The University may engage in sales and service activities in support of its tax-exempt charitable mission of instruction, research, and public service. Effective financial management of such sales and service activities requires adherence to all University Financial Policies. These include but are not limited to Inventories, Extension of Credit to Outside Third Parties for Sales and Services, Collection, Reporting and Payment for all States Sales and Use Tax, Sales and Service Activities, and Internal Control Policies.


December, 1986


October, 2021


April, 2024

Responsible Office



Research Services

The Policy

  1. Sales and service activities are generally limited to those activities that are substantially related to the University’s tax-exempt purposes of instruction, research and public service. Even though the University primarily engages in sales & services activities related to its mission, there can be instances where other sales or services activities are conducted that may not be substantially mission related.

    These non-mission related activities can be generally classified into three general categories: (1) sale of “tangible personal property”, (2) sale of “digital property”, and (3) “Fee for Services” arrangements.

    (1) Tangible Personal Property – is property that can be seen, weighed, measured, felt, and touched. Examples of sold tangible property would be the sale of computers, software, equipment, supplies, books, etc.

    (2) Digital Property – is property delivered through electronic means.  Examples are books, music, photographs, videos, etc.
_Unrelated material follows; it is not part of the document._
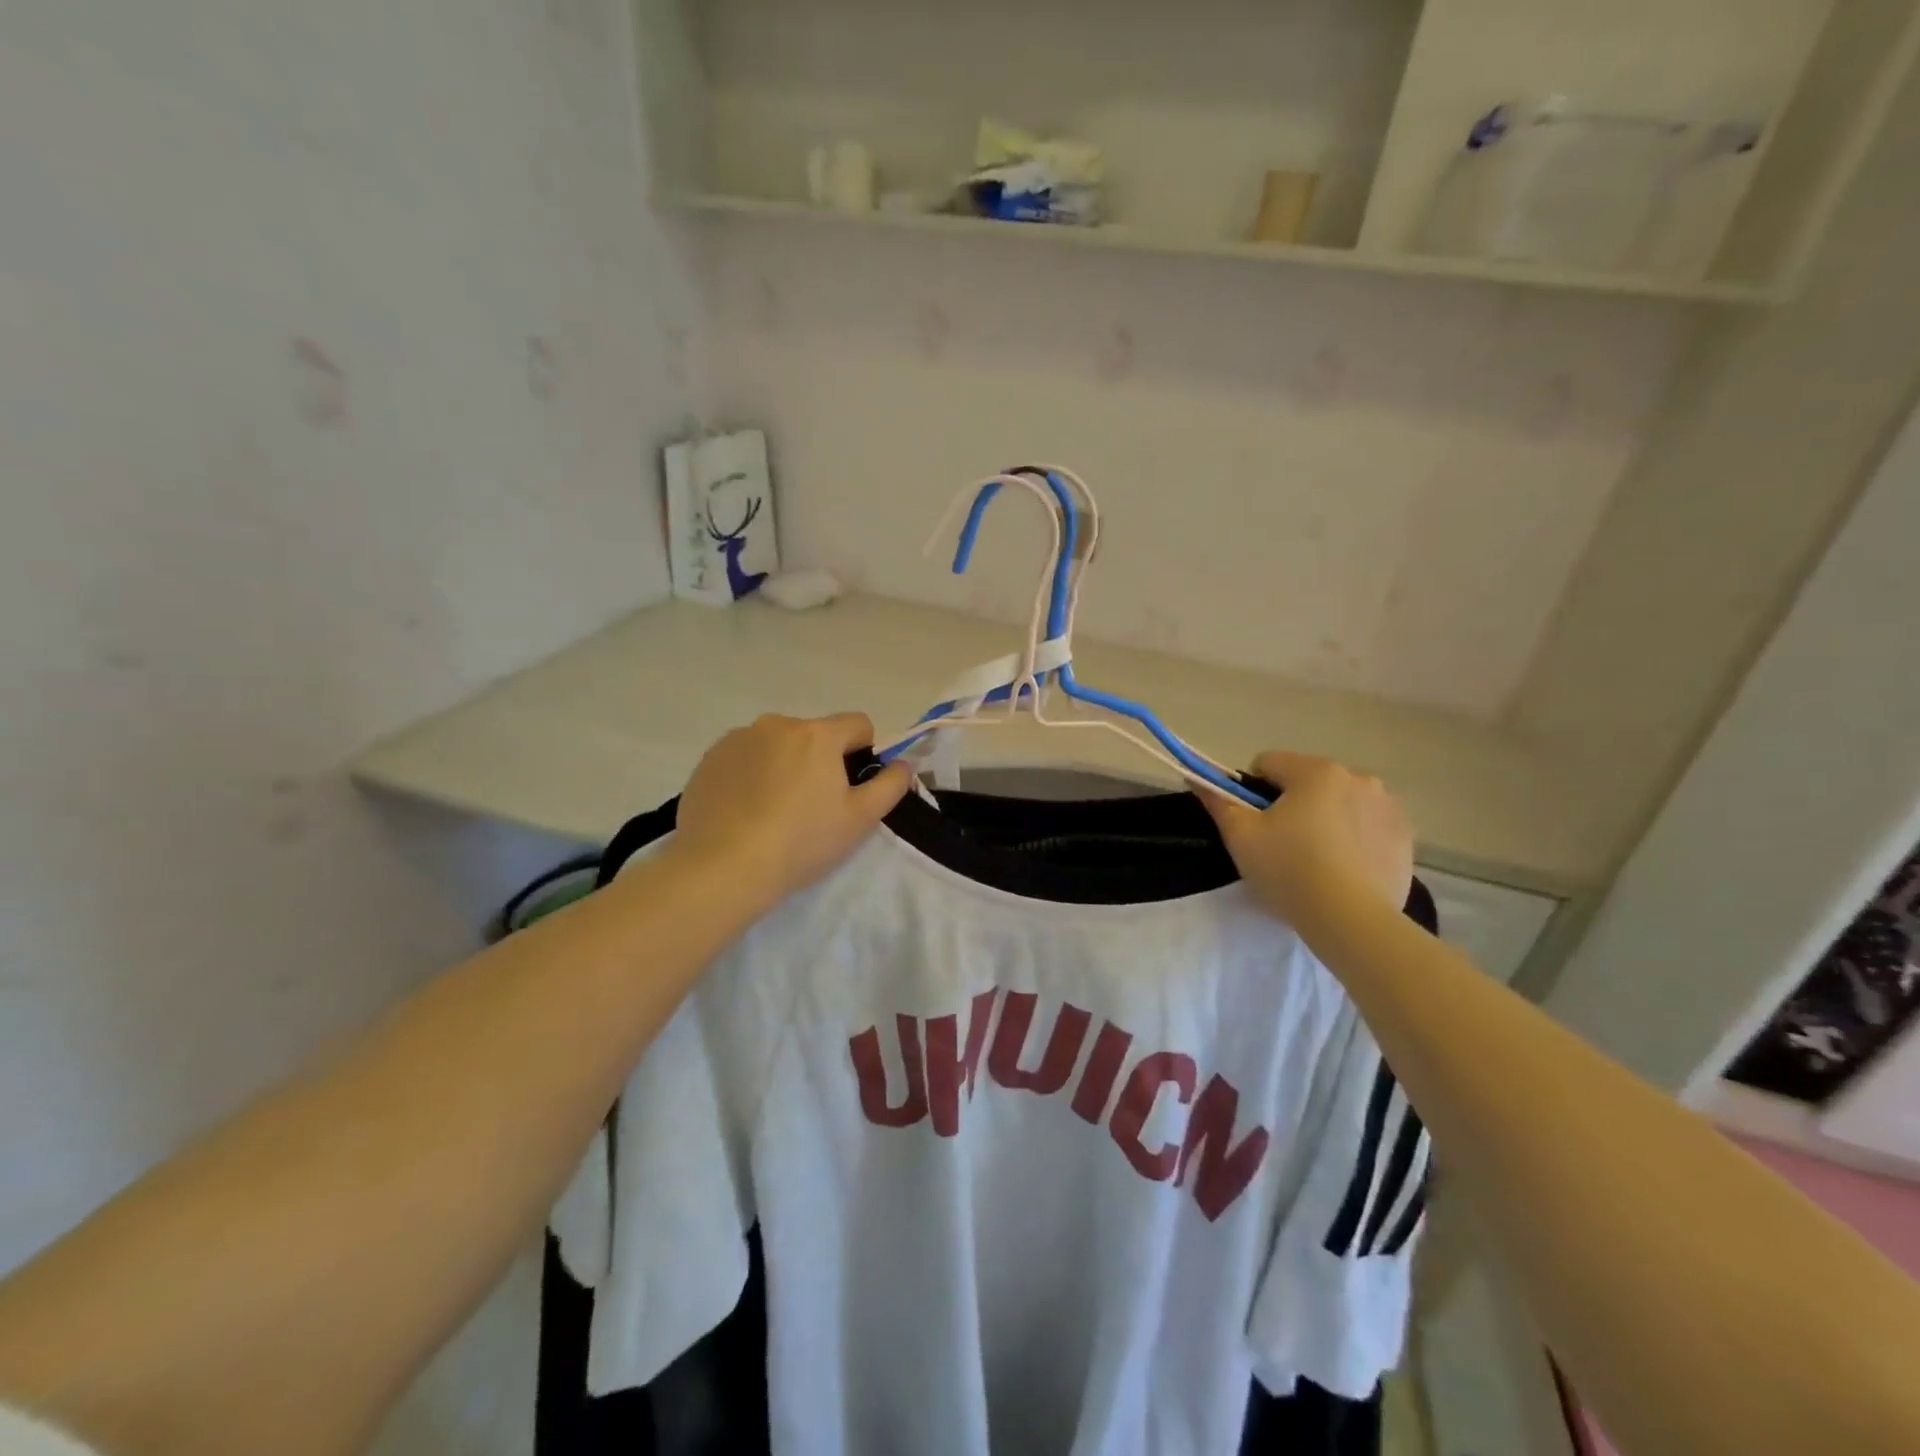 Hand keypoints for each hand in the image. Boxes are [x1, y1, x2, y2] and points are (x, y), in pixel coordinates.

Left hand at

    (3) Fee for Service Arrangements – Fee for Service activities can include both Facilities and/or Equipment Use Arrangements, as well as Provision of Services Arrangements.

    • Facilities and/or Equipment Arrangements are generally requests by a third person to rent or otherwise use University-owned equipment or research facilities, on a limited basis, for a purpose unrelated to research being conducted at the University, and without any assistance or intellectual input from University personnel.
    • Requests by a third person to have a University faculty member, staff member or student perform non-research-related and technical services, using University-owned facilities or equipment, on a limited basis, for the sole or principal benefit of the third person, can be an example of a Provision of Services Arrangement.
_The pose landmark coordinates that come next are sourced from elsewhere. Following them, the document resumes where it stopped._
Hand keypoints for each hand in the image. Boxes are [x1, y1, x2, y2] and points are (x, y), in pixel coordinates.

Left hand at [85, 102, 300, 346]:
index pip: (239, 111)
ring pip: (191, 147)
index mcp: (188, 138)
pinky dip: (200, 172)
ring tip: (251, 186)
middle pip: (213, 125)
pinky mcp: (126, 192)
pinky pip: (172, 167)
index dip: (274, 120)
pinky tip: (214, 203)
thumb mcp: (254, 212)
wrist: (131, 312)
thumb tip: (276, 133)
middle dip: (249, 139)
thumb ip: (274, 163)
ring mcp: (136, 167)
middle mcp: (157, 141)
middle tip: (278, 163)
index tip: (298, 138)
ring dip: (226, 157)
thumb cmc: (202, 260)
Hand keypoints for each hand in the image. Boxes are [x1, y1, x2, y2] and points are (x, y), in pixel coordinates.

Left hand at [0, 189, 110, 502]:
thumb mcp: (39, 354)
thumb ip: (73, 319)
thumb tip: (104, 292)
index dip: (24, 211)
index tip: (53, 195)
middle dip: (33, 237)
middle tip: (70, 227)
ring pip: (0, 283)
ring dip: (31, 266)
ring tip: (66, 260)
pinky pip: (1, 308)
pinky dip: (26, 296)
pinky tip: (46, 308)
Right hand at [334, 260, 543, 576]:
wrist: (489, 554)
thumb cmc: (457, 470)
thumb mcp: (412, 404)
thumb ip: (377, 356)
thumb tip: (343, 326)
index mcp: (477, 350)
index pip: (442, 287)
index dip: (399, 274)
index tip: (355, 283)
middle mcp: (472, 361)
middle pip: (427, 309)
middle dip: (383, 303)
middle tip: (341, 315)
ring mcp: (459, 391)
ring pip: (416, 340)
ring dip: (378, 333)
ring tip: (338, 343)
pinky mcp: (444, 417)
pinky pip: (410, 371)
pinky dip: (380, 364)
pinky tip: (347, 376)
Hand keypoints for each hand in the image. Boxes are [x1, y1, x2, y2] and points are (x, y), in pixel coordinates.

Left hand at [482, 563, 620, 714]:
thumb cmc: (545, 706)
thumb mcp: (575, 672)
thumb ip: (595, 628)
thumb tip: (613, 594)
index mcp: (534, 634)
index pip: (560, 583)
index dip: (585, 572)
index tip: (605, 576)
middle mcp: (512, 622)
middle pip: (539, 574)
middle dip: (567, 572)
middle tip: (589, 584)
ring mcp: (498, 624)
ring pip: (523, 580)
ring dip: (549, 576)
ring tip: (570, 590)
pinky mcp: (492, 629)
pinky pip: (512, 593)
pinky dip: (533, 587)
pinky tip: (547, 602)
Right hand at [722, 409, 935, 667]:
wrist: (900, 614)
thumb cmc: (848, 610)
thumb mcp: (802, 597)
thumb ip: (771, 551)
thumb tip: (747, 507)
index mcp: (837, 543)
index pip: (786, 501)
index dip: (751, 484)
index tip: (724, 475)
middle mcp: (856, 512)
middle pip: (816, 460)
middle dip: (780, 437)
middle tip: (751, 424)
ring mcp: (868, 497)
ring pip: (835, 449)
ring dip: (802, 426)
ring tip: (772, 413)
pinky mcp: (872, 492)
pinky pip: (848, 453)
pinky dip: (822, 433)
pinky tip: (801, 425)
    Fee for service arrangements may exist for scientific, or research-oriented, activities, or for professional consulting in the fields of business, education, and community service.  Scientific/research-oriented agreements will typically be considered fee-for-service when the following conditions exists:

    1. The facilities or equipment, or the services to be performed, is commonly available to the public or readily available from a private entity provider. The facilities or equipment must be provided at a predetermined, fixed price (e.g., hourly or daily rate to use the facility or equipment, or to perform the specialized services).
    2. The service does not involve any intellectual contribution from University faculty, staff, or students (e.g., no design advice, no analysis of data or results).  The proposed payor designs and defines the project without contribution from University faculty, staff, or students.
    3. No intellectual property or new knowledge is anticipated to result from the activity or service. The project does not involve the exploration or testing of a hypothesis with an outcome that is unknown at the beginning of the project.
    4. No publications are anticipated and there is no intent to publish.
    5. It is not anticipated that the University will subcontract any portion of the services to an outside party.

    A project that requires the academic expertise or unique, specialized skills of University faculty, staff, or students, that is not professional consulting in the fields of business, education, or community service is a sponsored program, and not a sales or service activity, and is subject to all of the sponsored program policies.
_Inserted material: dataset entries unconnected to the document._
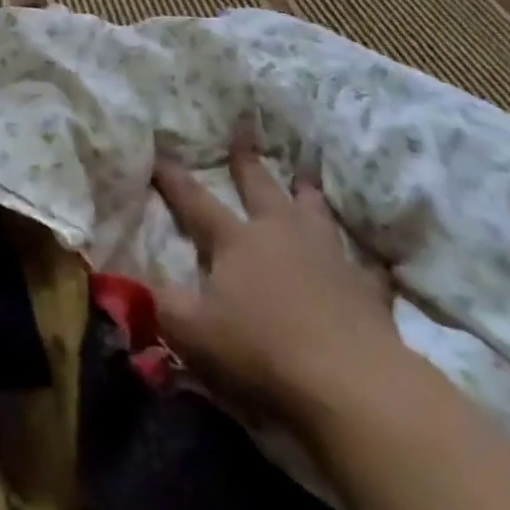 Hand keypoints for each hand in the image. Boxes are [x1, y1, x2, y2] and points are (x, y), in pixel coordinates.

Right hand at [153, 139, 410, 437]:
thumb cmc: (262, 351)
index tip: (159, 152)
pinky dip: (364, 264)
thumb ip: (162, 303)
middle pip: (260, 188)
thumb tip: (138, 280)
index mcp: (236, 241)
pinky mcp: (366, 289)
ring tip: (305, 175)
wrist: (351, 381)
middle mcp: (280, 234)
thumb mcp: (193, 332)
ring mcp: (328, 257)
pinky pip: (366, 269)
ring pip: (314, 213)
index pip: (195, 201)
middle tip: (243, 128)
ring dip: (306, 193)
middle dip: (246, 160)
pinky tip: (372, 263)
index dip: (173, 179) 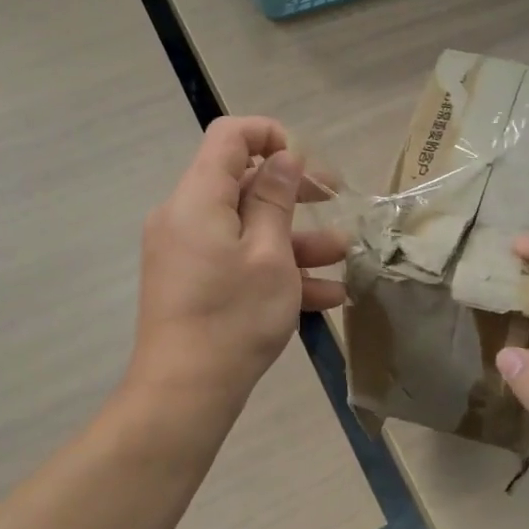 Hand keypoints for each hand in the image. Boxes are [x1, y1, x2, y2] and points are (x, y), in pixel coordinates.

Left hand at [124, 117, 347, 435]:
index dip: (269, 135)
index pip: (228, 136)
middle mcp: (185, 216)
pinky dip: (274, 267)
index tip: (304, 161)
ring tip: (344, 254)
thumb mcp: (269, 255)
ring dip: (295, 237)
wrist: (184, 393)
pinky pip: (236, 258)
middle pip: (242, 182)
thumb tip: (283, 156)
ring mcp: (187, 251)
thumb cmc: (233, 317)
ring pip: (247, 227)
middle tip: (336, 200)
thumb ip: (276, 198)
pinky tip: (326, 294)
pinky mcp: (192, 281)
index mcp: (198, 198)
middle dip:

  2. All proposed new sales and service activities must be reviewed by the Office of the Comptroller for possible unrelated business taxable income (UBTI) considerations and, for Facilities or Equipment Use arrangements, possible sales and use tax.

  3. Accounting for sales and service activity will be in accordance with the AICPA Audit Guide for Colleges and Universities.

  4. Sale and service activity that is transacted on credit cards is subject policy 2006 – Credit Card Sales PCI Compliance.

  5. All Fee for Service activity should be documented with a contract or other documentation acceptable to the Office of Research Services or and Office of the General Counsel.

  6. Proper financial management of sales and service activities is the responsibility of the school/department’s dean or director.

  7. The responsible dean or director must ensure that the approved purpose for which the sales or service activity was organized is maintained. Any significant deviation from the original purpose must be approved by the Senior Planning Group.

  8. Separate accounting records must be maintained for each unique sales and services activity.

  9. Deans and directors of responsibility centers are required to report annually to the Office of the Comptroller the nature of any sales and services activity so that a proper determination of UBTI exposure can be performed.